Пока мировое сообщество издавало воинственный клекот, Россия демонстративно готовилась к войне, а Япония изнуряла себя кровавой епитимьей, дипломаты торопливо обменивались нотами и коммюнике, пытаясь хоть как-то урегулировать конфликт, не доводя вопрос до горячей стадии.
Дорога по бескрайним просторам Российской империи из Владика в европейскую часть страны заняла более трех месяцев. Был бы построен Транссиб — ушло бы недели две, а так...
По пути мы регулярно встречались с людьми, как простым народом, так и облеченными властью. Весть о гибели Георгия летела впереди нас. Народ жалел меня и возмущался поведением японцев. Со всех сторон я слышал: уж только позволь, батюшка, мы этих желтопузых макак голыми руками порвем. По мере движения на запад градус настроения все повышался и повышался. Встречи с большим скоплением людей теперь больше напоминали митинги.
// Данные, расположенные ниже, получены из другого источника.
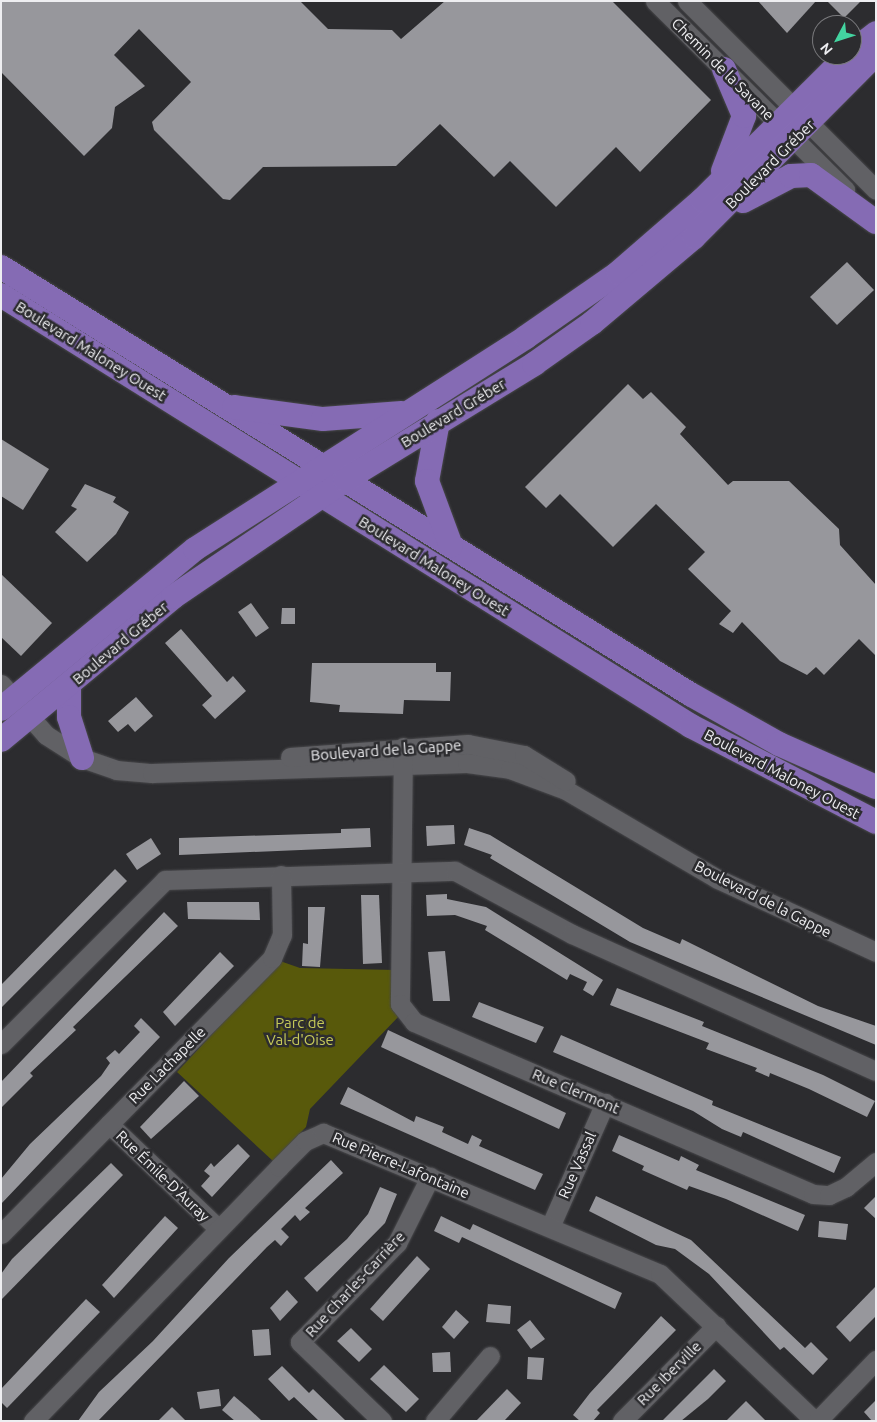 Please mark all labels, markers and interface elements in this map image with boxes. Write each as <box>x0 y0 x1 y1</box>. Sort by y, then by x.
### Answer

Но в Красноярске я получил письмо от "папы", с наказом прекратить муссирование темы ответного удара. Оказывается, дипломаты все-таки сумели договориться. И размеры компенсации физического и морального ущерба были потрясающими — японцы передавали нам Окинаву, которую сами хапнули всего лет пятнадцать назад. А еще нашей торговле предоставлялись существенные преференции. Ну и что-то еще по мелочи. На мое ответное возмущенное письмо, мол, как же так — разменяли жизнь сына на какой-то островок, "папа" в резкой и категоричной форме высказался в том смысле, что лично он ничего забывать и прощать не собирается. А просто не время сейчас — вот соберем силы и тогда... Да, я все больше убеждаюсь, что трезвый Александр мне нравится больше!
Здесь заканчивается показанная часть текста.